In this garden, a daybed was rustled up by putting two benches together and adding a large cushion as a comfortable base. Look out for large, flat outdoor cushions in sales and online. These don’t necessarily have to fit seats exactly, the key thing is they make you feel comfortable.
Get on the bench
You can even turn a single garden bench into an inviting spot, where you can stretch out with a cup of tea, simply by piling it up with some garden cushions. If you have a nook to tuck it under so you can enjoy it come rain or shine, so much the better.
Painting a bench an ice-cream shade, such as this pastel pink, is another way to up the charm factor.
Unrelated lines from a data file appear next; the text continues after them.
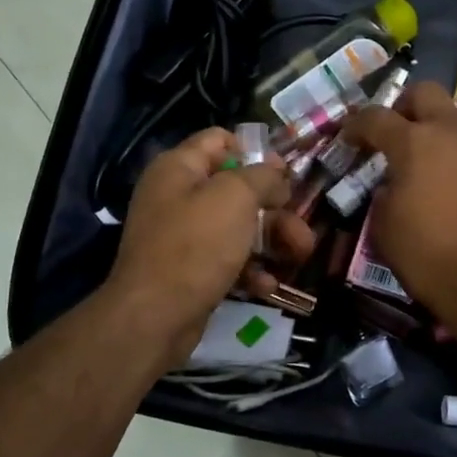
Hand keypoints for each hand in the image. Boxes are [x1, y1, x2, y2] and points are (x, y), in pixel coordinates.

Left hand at [105, 129, 315, 364]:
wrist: (154, 317)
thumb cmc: (195, 245)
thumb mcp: (236, 198)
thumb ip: (262, 177)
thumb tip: (277, 171)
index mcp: (179, 167)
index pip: (220, 140)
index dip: (255, 152)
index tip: (284, 175)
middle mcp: (178, 195)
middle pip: (237, 189)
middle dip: (275, 209)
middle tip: (302, 229)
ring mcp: (182, 234)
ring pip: (238, 226)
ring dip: (272, 240)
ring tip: (299, 256)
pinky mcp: (189, 269)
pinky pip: (227, 259)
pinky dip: (250, 269)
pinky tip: (267, 285)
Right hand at [340, 82, 456, 325]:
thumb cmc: (428, 257)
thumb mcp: (384, 227)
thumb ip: (384, 192)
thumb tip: (393, 183)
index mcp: (413, 143)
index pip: (376, 116)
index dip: (357, 124)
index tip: (350, 137)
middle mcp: (452, 132)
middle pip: (425, 93)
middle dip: (405, 106)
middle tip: (397, 134)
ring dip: (440, 132)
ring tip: (434, 164)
Always choose a paint that’s suitable for outdoor furniture.
Forget the furniture
As the last point proves, you don’t actually need lots of furniture to create a cosy chill-out zone. And the owners of this roof terrace have made a snug retreat simply by scattering around some floor cushions and pillows. A low coffee table provides a central surface for drinks and snacks.
See some of the dreamiest outdoor dining spots on Houzz
Create your own furniture
Love the idea of a cosy garden sofa, but don’t want to spend hundreds of pounds on it? Try recycling old wooden pallets like they’ve done here. You can buy pallets for only a couple of pounds each on eBay, or ask local warehouses and businesses if they have any going spare. Follow one of the many online tutorials and remember to remove any jutting-out nails, then sand, seal, varnish or paint as required. Source cushions to fit, or consider making your own DIY versions by stapling or sewing fabric around cut-to-fit foam squares.
Splurge on a sofa
If you do have the budget, an outdoor sofa could be the best purchase you’ve ever made – offering all the delicious comfort of an indoor sofa, but in your garden. This sofa has removable cushions that can be taken off in a jiffy when there’s a downpour.
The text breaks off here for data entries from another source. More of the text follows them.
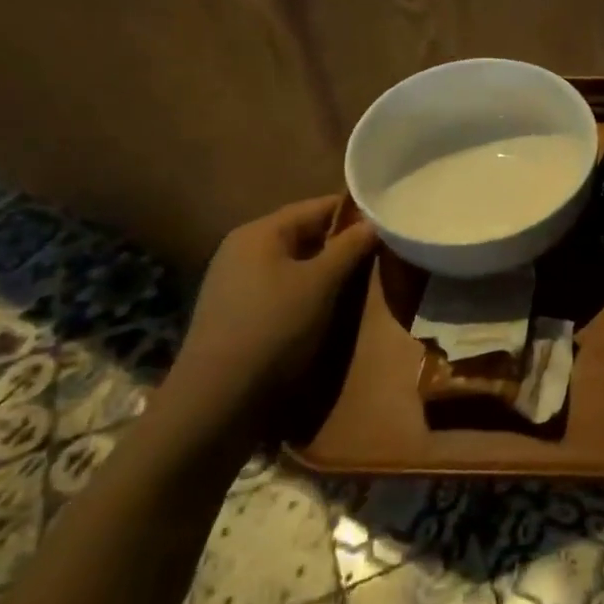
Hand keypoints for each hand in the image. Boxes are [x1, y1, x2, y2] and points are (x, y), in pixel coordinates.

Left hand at [162, 196, 377, 443]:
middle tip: (379, 253)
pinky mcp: (234, 310)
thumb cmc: (274, 327)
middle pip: (304, 233)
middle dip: (341, 242)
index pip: (317, 206)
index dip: (354, 212)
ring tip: (359, 280)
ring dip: (324, 269)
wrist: (216, 397)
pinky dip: (305, 289)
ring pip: (293, 262)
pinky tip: (325, 306)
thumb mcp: (321, 283)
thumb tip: (374, 223)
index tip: (387, 222)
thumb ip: (349, 247)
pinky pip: (280, 286)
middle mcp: (242, 248)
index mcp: (260, 232)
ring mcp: (234, 280)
Natural rattan furniture will need to be protected against the elements, but you should be able to leave good-quality synthetic rattan furniture out, especially if you have over-winter covers.
Book a table
Getting cosy outside is also all about keeping your creature comforts on hand, so include a low coffee table for the magazines or books you want to read. A table like this is also perfect for serving afternoon tea or cool glasses of pink lemonade. And putting up a shelf on a brick wall is a great way to style up a corner with objects you love.
Stay cosy after hours
Blankets will do the job, but why not consider investing in a fire pit? Not only will it keep everyone warm on a cool summer evening – but it’s perfect for toasting marshmallows, too. There are many different types to choose from, and it’s worth considering whether you just want it to keep you warm or if you want it to act as a barbecue too.
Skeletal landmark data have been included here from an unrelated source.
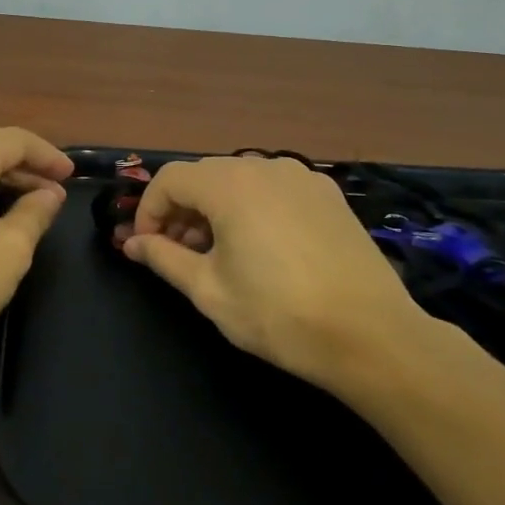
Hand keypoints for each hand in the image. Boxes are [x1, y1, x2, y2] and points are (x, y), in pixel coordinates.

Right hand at [123, 155, 428, 394]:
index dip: (148, 211)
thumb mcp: (208, 290)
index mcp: (230, 185)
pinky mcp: (328, 195)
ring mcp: (302, 178)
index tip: (146, 247)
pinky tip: (260, 248)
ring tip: (216, 253)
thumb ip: (163, 258)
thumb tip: (132, 244)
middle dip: (181, 210)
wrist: (372, 337)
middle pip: (204, 176)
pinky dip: (251, 208)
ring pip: (239, 180)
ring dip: (215, 209)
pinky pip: (273, 189)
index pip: (170, 180)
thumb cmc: (279, 314)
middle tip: (177, 253)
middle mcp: (265, 167)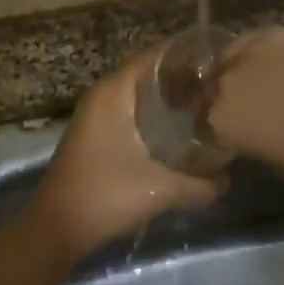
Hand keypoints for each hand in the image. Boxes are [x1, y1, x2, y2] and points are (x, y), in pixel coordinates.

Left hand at [32, 49, 225, 259]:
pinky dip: (155, 114)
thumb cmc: (105, 196)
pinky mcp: (96, 136)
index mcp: (113, 93)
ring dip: (168, 98)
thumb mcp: (159, 190)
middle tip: (218, 84)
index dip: (186, 55)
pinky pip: (131, 112)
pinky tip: (179, 130)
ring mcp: (96, 116)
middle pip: (148, 74)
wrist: (55, 229)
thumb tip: (228, 180)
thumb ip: (200, 184)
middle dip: (182, 77)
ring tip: (205, 104)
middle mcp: (103, 96)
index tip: (218, 58)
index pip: (154, 56)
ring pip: (139, 95)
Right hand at [208, 27, 283, 181]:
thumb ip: (254, 149)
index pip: (200, 126)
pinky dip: (251, 54)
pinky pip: (248, 43)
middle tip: (236, 110)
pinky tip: (267, 62)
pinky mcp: (272, 33)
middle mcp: (224, 84)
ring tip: (247, 81)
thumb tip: (249, 141)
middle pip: (207, 90)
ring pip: (223, 61)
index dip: (210, 132)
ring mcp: (246, 52)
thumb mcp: (282, 166)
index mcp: (221, 122)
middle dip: (215, 100)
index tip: (224, 138)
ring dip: (229, 72)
Some things exist purely because they look magical and make you feel happy – and fairy lights and tealight lanterns definitely fall into this category. They help turn a simple glass of wine in the garden as the day ends into an event, and quite simply cheer your soul. There are lots of pretty solar lights and battery-powered versions around these days, too, meaning there’s no need to worry about the electrics. Hang multiple strings for a party atmosphere.
All you need to know about outdoor lighting
Install a truly magical light
The atmosphere a pendant light like this creates means the night will go on and on. You can buy special outdoor chandeliers that are resistant to the elements, so take a look at what might work for you. They can be expensive, but the magical effect could be well worth it.